**ABOUT THIS TASK**
What you return must be the data below, word for word, without any images.

**DATA TO EXAMINE**
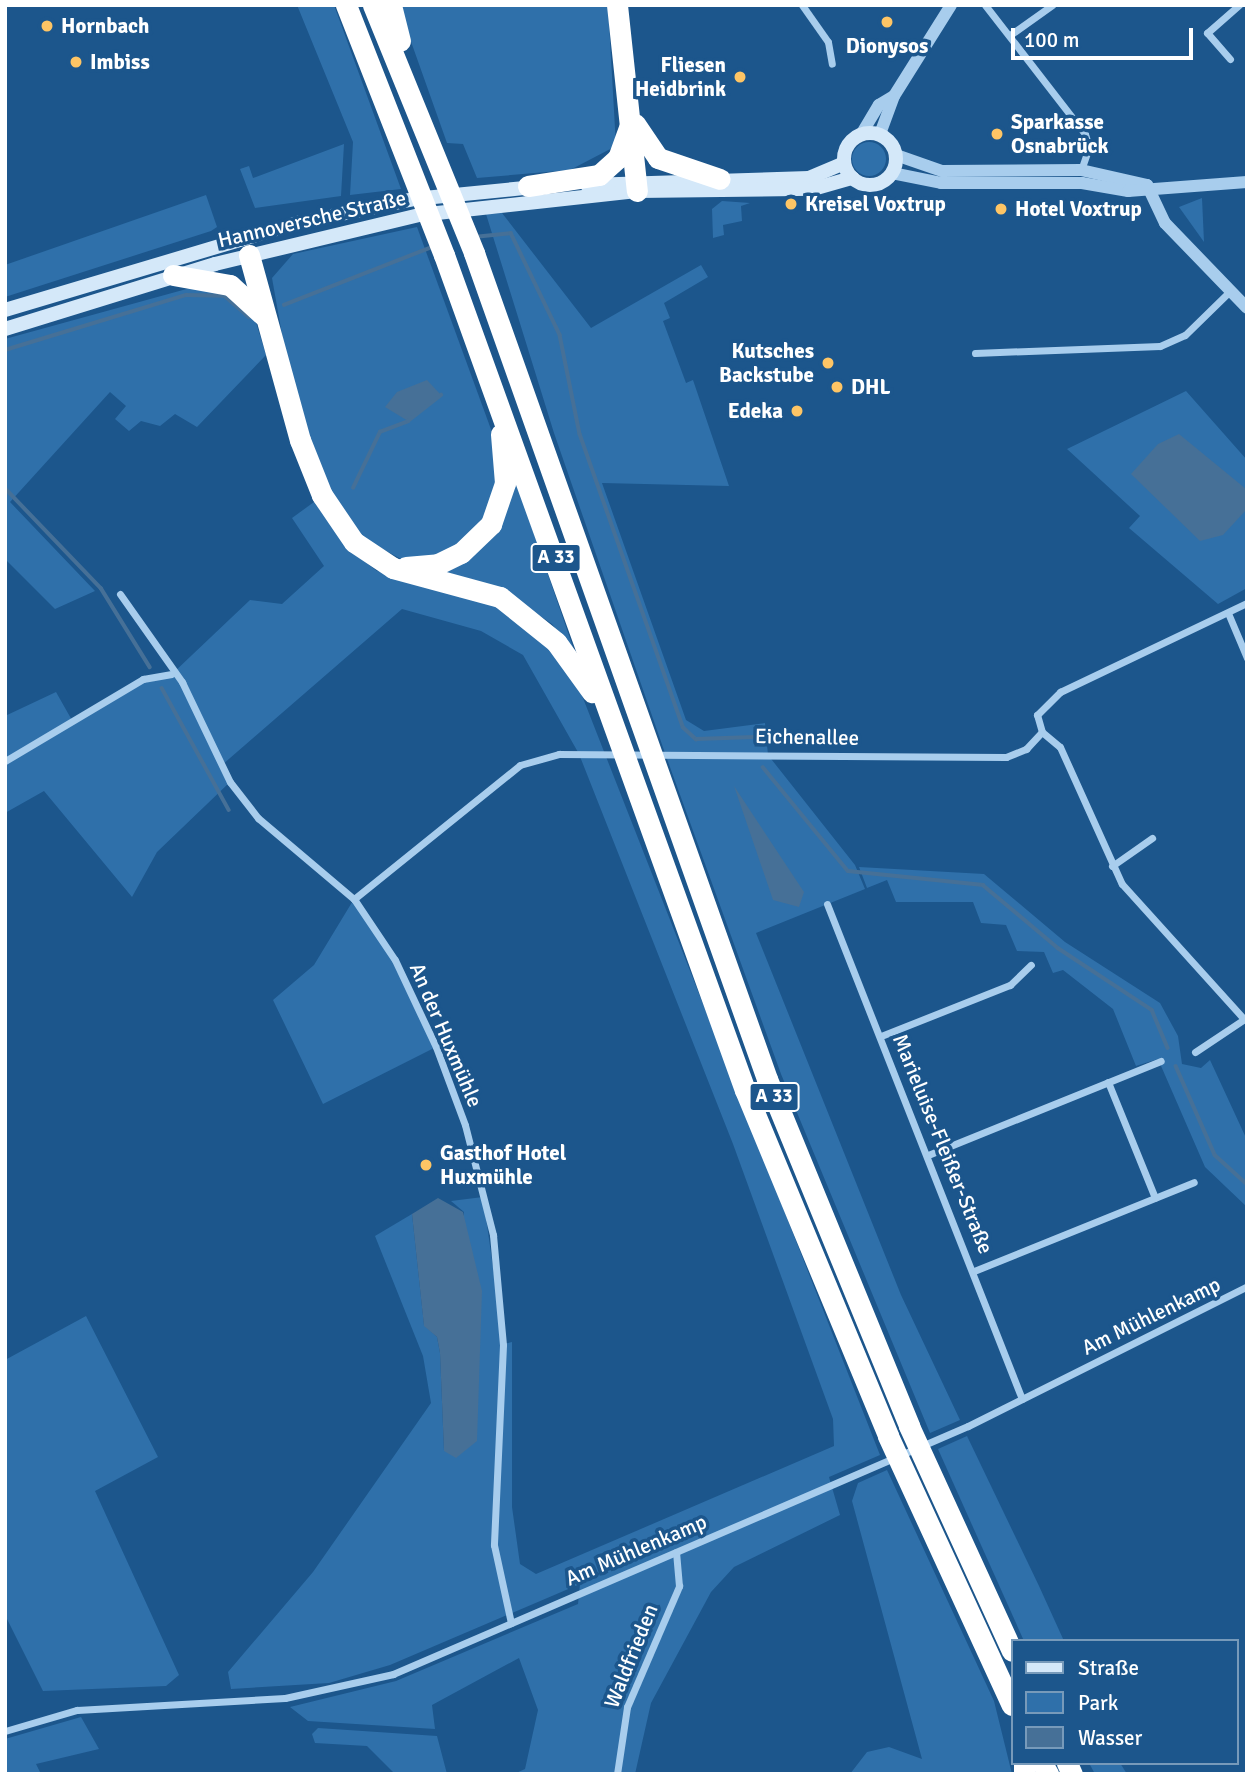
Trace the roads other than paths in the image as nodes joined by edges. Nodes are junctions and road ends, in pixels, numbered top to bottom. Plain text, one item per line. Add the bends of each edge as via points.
1 (346, 5) edge
2 (373, 5) edge
3 (391, 5) edge
4 (617, 5) edge
5 (802, 5) edge
6 (951, 5) edge
7 (985, 5) edge
8 (1052, 5) edge
9 (1239, 5) edge
10 (1010, 35) junction
11 (1230, 59) dead end
12 (832, 64) dead end
13 (894, 96) junction
14 (631, 112) junction
15 (419, 117) junction
16 (862, 133) junction
17 (880, 134) junction
18 (896, 155) junction
19 (844, 163) junction
20 (1081, 170) junction
21 (892, 173) junction
22 (720, 178) junction
23 (852, 178) junction
24 (1247, 182) edge
25 (636, 185) junction
26 (1147, 185) junction
27 (528, 186) junction
28 (247, 245) junction
29 (173, 275) junction
30 (1230, 291) junction
31 (1247, 308) edge
32 (5, 310) edge
33 (266, 318) junction
34 (5, 329) edge
35 (975, 353) dead end
36 (494, 391) junction
37 (393, 568) junction
38 (120, 594) dead end
39 (1247, 603) edge
40 (1228, 613) junction
41 (1247, 658) edge
42 (172, 674) junction
43 (1042, 732) junction
44 (614, 736) junction
45 (5, 761) edge
46 (1152, 838) dead end
47 (1112, 866) junction
48 (354, 899) junction
49 (827, 904) dead end
50 (1031, 965) dead end
51 (1246, 1018) edge
52 (881, 1036) junction
53 (1195, 1052) dead end
54 (1161, 1061) dead end
55 (1108, 1082) junction
56 (928, 1155) junction
57 (1194, 1182) dead end
58 (1155, 1198) junction
59 (974, 1271) junction
60 (1247, 1286) edge
61 (1022, 1399) junction
62 (676, 1552) junction
63 (511, 1623) junction
64 (1010, 1647) edge
65 (1009, 1698) edge
66 (5, 1731) edge
67 (617, 1774) edge

1 - 36 highway, A 33
2 - 15 highway, A 33
3 - 15 highway
4 - 14 highway
5 - 12 street via 828,42
6 - 13 street
7 - 10 street
8 - 10 street
9 - 11 street via 1208,33
10 - 20 street via 1085,134 1089,147
13 - 16 street via 880,105
13 - 17 street
14 - 22 highway via 658,158
14 - 25 highway
14 - 27 highway via 624,147 610,168
15 - 64 highway, A 33 via 474,253 642,739 767,1079 909,1426
16 - 17 main road
16 - 19 main road via 850,141
17 - 18 main road
18 - 20 street via 942,171
18 - 21 main road
19 - 22 main road via 809,178
19 - 23 main road
20 - 26 street
21 - 23 main road via 873,185
21 - 26 street via 941,183 1082,183 1128,191
22 - 25 main road
23 - 25 main road via 790,191
24 - 26 street
25 - 27 main road, Hannoversche Straße
25 - 28 main road, Hannoversche Straße
26 - 30 street via 1165,223
27 - 28 main road, Hannoversche Straße via 414,199
28 - 29 main road, Hannoversche Straße
28 - 32 main road, Hannoversche Straße
28 - 33 highway
29 - 33 highway via 230,285
29 - 34 main road, Hannoversche Straße
30 - 31 street
30 - 35 street via 1185,335 1160,346
33 - 37 highway via 322,495 354,542
36 - 37 highway via 505,483 491,524 461,553 438,564
36 - 44 highway, A 33
37 - 44 highway via 476,589 529,615 576,667
38 - 42 street, An der Huxmühle
39 - 40 street
40 - 41 street
40 - 43 street via 1060,692 1037,715
42 - 45 street via 143,679
42 - 48 street, An der Huxmühle via 182,682 230,782 258,818
43 - 47 street via 1060,747
43 - 48 street, Eichenallee via 1027,749 1006,757 559,754 520,765
44 - 65 highway, A 33 via 745,1090 908,1483
46 - 47 street
47 - 51 street
48 - 63 street, An der Huxmühle via 395,960 436,1047 465,1125 493,1235 503,1345 494,1545
49 - 52 street, Marieluise-Fleißer-Straße
50 - 52 street via 1010,985
51 - 53 street
52 - 56 street, Marieluise-Fleißer-Straße
54 - 55 street
55 - 56 street
55 - 58 street
56 - 59 street, Marieluise-Fleißer-Straße
57 - 58 street
58 - 59 street
59 - 61 street, Marieluise-Fleißer-Straße
60 - 61 street, Am Mühlenkamp
61 - 62 street, Am Mühlenkamp
62 - 63 street, Am Mühlenkamp
62 - 67 street, Waldfrieden via 679,1586 627,1707
63 - 66 street, Am Mühlenkamp via 393,1674 334,1690 77,1710

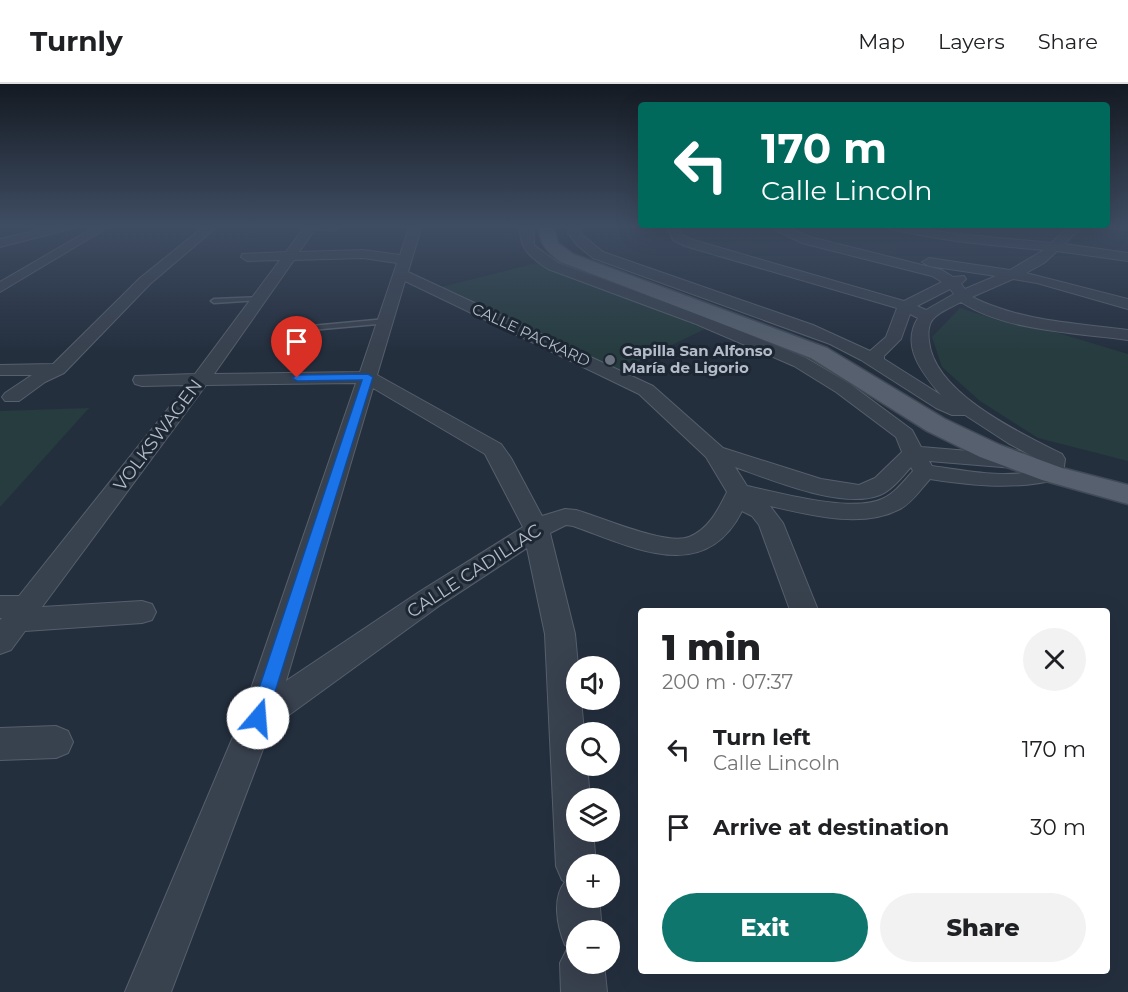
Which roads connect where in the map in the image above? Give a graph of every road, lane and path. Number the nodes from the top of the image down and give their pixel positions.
1 (23, 267) edge
2 (33, 267) edge
3 (152, 267) edge
4 (162, 267) edge
5 (283, 267) edge
6 (403, 267) joint
7 (560, 267) edge
8 (592, 267) edge
9 (610, 267) edge
10 (632, 267) edge
11 (771, 267) edge
12 (918, 267) edge
13 (961, 267) edge
14 (994, 267) edge
15 (1003, 267) edge
16 (1016, 267) edge
17 (978, 271) junction
18 (0, 280) edge
19 (952, 282) junction
20 (0, 288) edge
21 (962, 295) junction
22 (259, 299) junction
23 (214, 301) dead end
24 (1128, 304) edge
25 (905, 306) junction
26 (927, 316) junction
27 (386, 321) junction
28 (311, 328) dead end
29 (1128, 335) edge
30 (880, 355) junction
31 (0, 370) edge
32 (39, 374) junction
33 (368, 377) junction
34 (201, 379) junction
35 (142, 380) dead end
36 (12, 397) dead end
37 (985, 421) junction
38 (1013, 448) junction
39 (715, 453) junction
40 (919, 462) junction
41 (966, 466) junction
42 (1053, 467) junction
43 (1128, 473) edge
44 (738, 495) junction
45 (1128, 495) edge
46 (869, 502) junction
47 (536, 529) junction
48 (803, 608) edge
49 (142, 612) dead end
50 (11, 619) edge
51 (258, 718) junction
52 (56, 742) dead end
53 (0, 744) edge
54 (575, 854) edge
55 (583, 974) edge
56 (148, 992) edge
57 (584, 992) edge

1 - 18 street
2 - 20 street
3 - 32 street
4 - 32 street
5 - 22 street, VOLKSWAGEN
6 - 27 street
6 - 39 street, CALLE PACKARD
7 - 40 street
8 - 38 main road
9 - 38 main road
10 - 30 street
11 - 25 street
12 - 19 street
13 - 17 street
14 - 17 street
15 - 21 street
16 - 24 street
17 - 19 street
19 - 21 street
19 - 25 street
21 - 26 street
21 - 29 street
22 - 23 lane
22 - 34 street, VOLKSWAGEN
25 - 26 street
25 - 30 street
26 - 37 street
27 - 28 lane
27 - 33 street
30 - 37 street
31 - 32 street
32 - 36 street
33 - 34 street
33 - 47 street
33 - 51 street
34 - 35 street
34 - 50 street, VOLKSWAGEN
37 - 38 street
38 - 41 street
38 - 42 main road
39 - 44 street, CALLE PACKARD
39 - 46 street
40 - 41 street
40 - 46 street
41 - 42 street
42 - 43 main road
42 - 45 main road
44 - 46 street
44 - 47 street, CALLE CADILLAC
44 - 48 street
47 - 51 street, CALLE CADILLAC
47 - 54 street
49 - 50 street
51 - 56 street
52 - 53 street
55 - 57 street

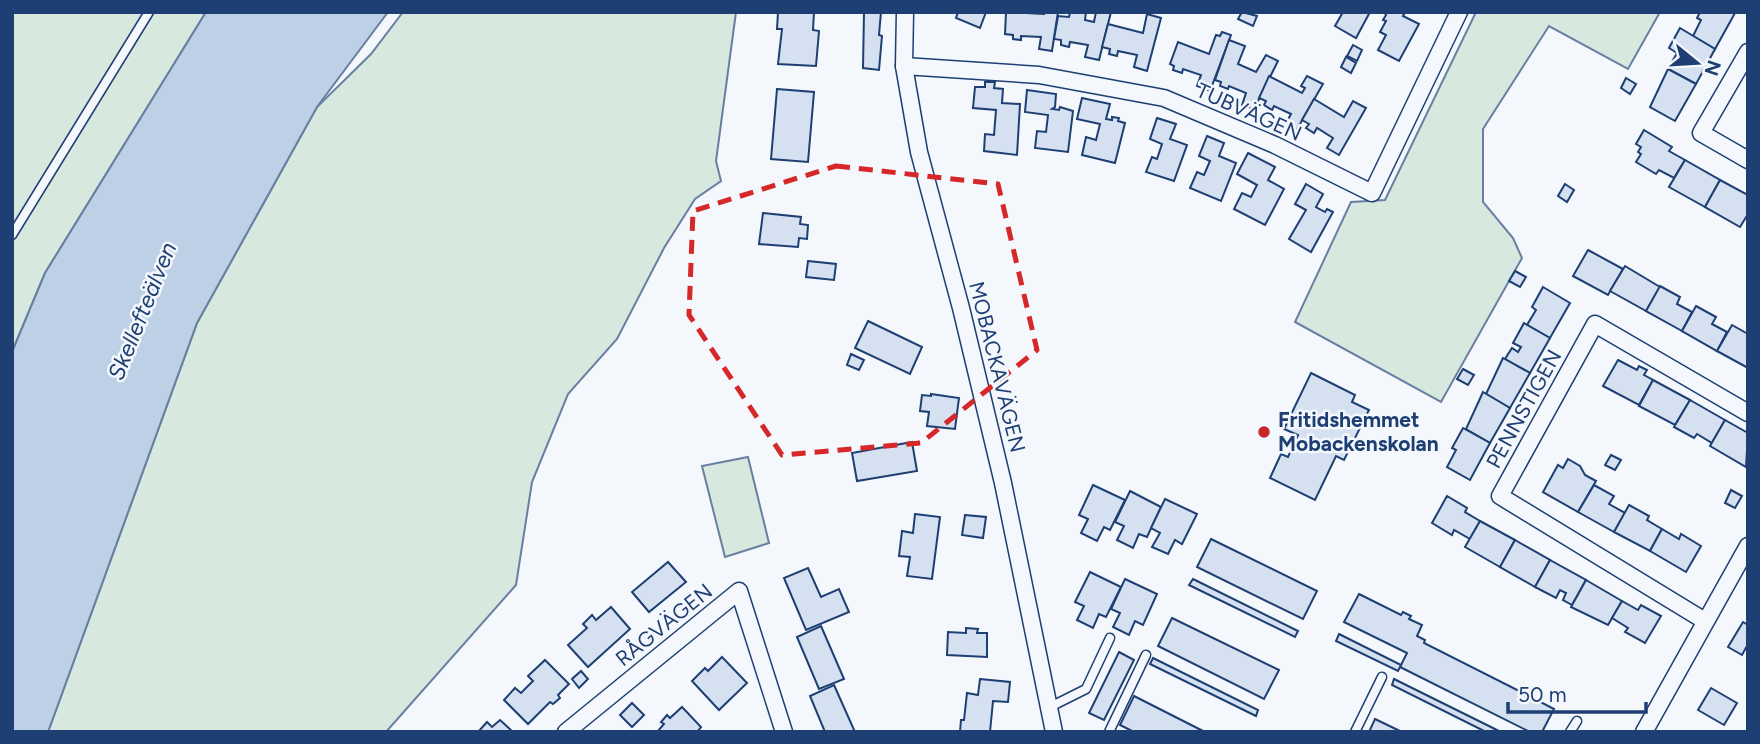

**YOUR SOLUTION**
Trace the roads other than paths in the image as nodes joined by edges. Nodes are junctions and road ends, in pixels, numbered top to bottom. Plain text, one item per line. Add the bends of each edge as via points.
1 (346, 5) edge
2 (373, 5) edge
3 (391, 5) edge
4 (617, 5) edge
5 (802, 5) edge
6 (951, 5) edge
7 (985, 5) edge
8 (1052, 5) edge
9 (1239, 5) edge
10 (1010, 35) junction
11 (1230, 59) dead end
12 (832, 64) dead end
13 (894, 96) junction
14 (631, 112) junction
15 (419, 117) junction
16 (862, 133) junction
17 (880, 134) junction
18 (896, 155) junction
19 (844, 163) junction
20 (1081, 170) junction
21 (892, 173) junction
22 (720, 178) junction
23 (852, 178) junction
24 (1247, 182) edge
25 (636, 185) junction
26 (1147, 185) junction
27 (528, 186) junction
28 (247, 245) junction
29 (173, 275) junction
30 (1230, 291) junction
31 (1247, 308) edge
32 (5, 310) edge
33 (266, 318) junction
34 (5, 329) edge
35 (975, 353) dead end
36 (494, 391) junction
37 (393, 568) junction
38 (120, 594) dead end
39 (1247, 603) edge
40 (1228, 613) junction
41 (1247, 658) edge
42 (172, 674) junction
43 (1042, 732) junction
44 (614, 736) junction
45 (5, 761) edge
46 (1152, 838) dead end
47 (1112, 866) junction
48 (354, 899) junction
49 (827, 904) dead end
50 (1031, 965) dead end
51 (1246, 1018) edge
52 (881, 1036) junction
53 (1195, 1052) dead end
54 (1161, 1061) dead end
55 (1108, 1082) junction
56 (928, 1155) junction
57 (1194, 1182) dead end
58 (1155, 1198) junction
59 (974, 1271) junction
60 (1247, 1286) edge
61 (1022, 1399) junction
62 (676, 1552) junction
63 (511, 1623) junction
64 (1010, 1647) edge
65 (1009, 1698) edge
66 (5, 1731) edge
67 (617, 1774) edge

1 - 36 highway, A 33
2 - 15 highway, A 33
3 - 15 highway
4 - 14 highway
5 - 12 street via 828,42
6 - 13 street
7 - 10 street
8 - 10 street
9 - 11 street via 1208,33
10 - 20 street via 1085,134 1089,147
13 - 16 street via 880,105
13 - 17 street
14 - 22 highway via 658,158
14 - 25 highway
14 - 27 highway via 624,147 610,168
15 - 64 highway, A 33 via 474,253 642,739 767,1079 909,1426
16 - 17 main road
16 - 19 main road via 850,141
17 - 18 main road
18 - 20 street via 942,171
18 - 21 main road
19 - 22 main road via 809,178
19 - 23 main road
20 - 26 street
21 - 23 main road via 873,185
21 - 26 street via 941,183 1082,183 1128,191
22 - 25 main road
23 - 25 main road via 790,191
24 - 26 street
25 - 27 main road, Hannoversche Straße
25 - 28 main road, Hannoversche Straße
26 - 30 street via 1165,223
27 - 28 main road, Hannoversche Straße via 414,199
28 - 29 main road, Hannoversche Straße
28 - 32 main road, Hannoversche Straße
28 - 33 highway
29 - 33 highway via 230,285
29 - 34 main road, Hannoversche Straße
30 - 31 street
30 - 35 street via 1185,335 1160,346
33 - 37 highway via 322,495 354,542
36 - 37 highway via 505,483 491,524 461,553 438,564
36 - 44 highway, A 33
37 - 44 highway via 476,589 529,615 576,667
38 - 42 street, An der Huxmühle
39 - 40 street
40 - 41 street
40 - 43 street via 1060,692 1037,715
42 - 45 street via 143,679
42 - 48 street, An der Huxmühle via 182,682 230,782 258,818
43 - 47 street via 1060,747
43 - 48 street, Eichenallee via 1027,749 1006,757 559,754 520,765
44 - 65 highway, A 33 via 745,1090 908,1483
46 - 47 street
47 - 51 street
48 - 63 street, An der Huxmühle via 395,960 436,1047 465,1125 493,1235 503,1345 494,1545
49 - 52 street, Marieluise-Fleißer-Straße
50 - 52 street via 1010,985
51 - 53 street
52 - 56 street, Marieluise-Fleißer-Straße
54 - 55 street
55 - 56 street
55 - 58 street
56 - 59 street, Marieluise-Fleißer-Straße
57 - 58 street
58 - 59 street
59 - 61 street, Marieluise-Fleißer-Straße
60 - 61 street, Am Mühlenkamp
61 - 62 street, Am Mühlenkamp
62 - 63 street, Am Mühlenkamp
62 - 67 street, Waldfrieden via 679,1586 627,1707
63 - 66 street, Am Mühlenkamp via 393,1674 334,1690 77,1710

Which roads connect where in the map in the image above? Give a graph of every road, lane and path. Number the nodes from the top of the image down and give their pixel positions.
1 (23, 267) edge
2 (33, 267) edge
3 (152, 267) edge
4 (162, 267) edge
5 (283, 267) edge
6 (403, 267) joint
7 (560, 267) edge
8 (592, 267) edge
9 (610, 267) edge
10 (632, 267) edge
11 (771, 267) edge
12 (918, 267) edge
13 (961, 267) edge
14 (994, 267) edge
15 (1003, 267) edge
16 (1016, 267) edge
17 (978, 271) junction
18 (0, 280) edge
19 (952, 282) junction
20 (0, 288) edge
21 (962, 295) junction
22 (259, 299) junction
23 (214, 301) dead end
24 (1128, 304) edge
25 (905, 306) junction
26 (927, 316) junction
27 (386, 321) junction
28 (311, 328) dead end
29 (1128, 335) edge
30 (880, 355) junction
31 (0, 370) edge
32 (39, 374) junction
33 (368, 377) junction
34 (201, 379) junction
35 (142, 380) dead end
36 (12, 397) dead end
37 (985, 421) junction
38 (1013, 448) junction
39 (715, 453) junction
40 (919, 462) junction
41 (966, 466) junction
42 (1053, 467) junction
43 (1128, 473) edge
44 (738, 495) junction
45 (1128, 495) edge
46 (869, 502) junction
47 (536, 529) junction
48 (803, 608) edge
49 (142, 612) dead end
50 (11, 619) edge
51 (258, 718) junction
52 (56, 742) dead end
53 (0, 744) edge
54 (575, 854) edge
55 (583, 974) edge
56 (148, 992) edge
57 (584, 992) edge

1 - 18 street
2 - 20 street
3 - 32 street
4 - 32 street
5 - 22 street, VOLKSWAGEN
6 - 27 street
6 - 39 street, CALLE PACKARD
7 - 40 street
8 - 38 main road
9 - 38 main road
10 - 30 street
11 - 25 street
12 - 19 street
13 - 17 street
14 - 17 street
15 - 21 street
16 - 24 street
17 - 19 street
19 - 21 street
19 - 25 street
21 - 26 street
21 - 29 street
22 - 23 lane
22 - 34 street, VOLKSWAGEN
25 - 26 street
25 - 30 street
26 - 37 street
27 - 28 lane
27 - 33 street
30 - 37 street
31 - 32 street
32 - 36 street
33 - 34 street
33 - 47 street
33 - 51 street
34 - 35 street
34 - 50 street, VOLKSWAGEN
37 - 38 street
38 - 41 street
38 - 42 main road
39 - 44 street, CALLE PACKARD
39 - 46 street
40 - 41 street
40 - 46 street
41 - 42 street
42 - 43 main road
42 - 45 main road
44 - 46 street
44 - 47 street, CALLE CADILLAC
44 - 48 street
47 - 51 street, CALLE CADILLAC
47 - 54 street
49 - 50 street
51 - 56 street
52 - 53 street
55 - 57 street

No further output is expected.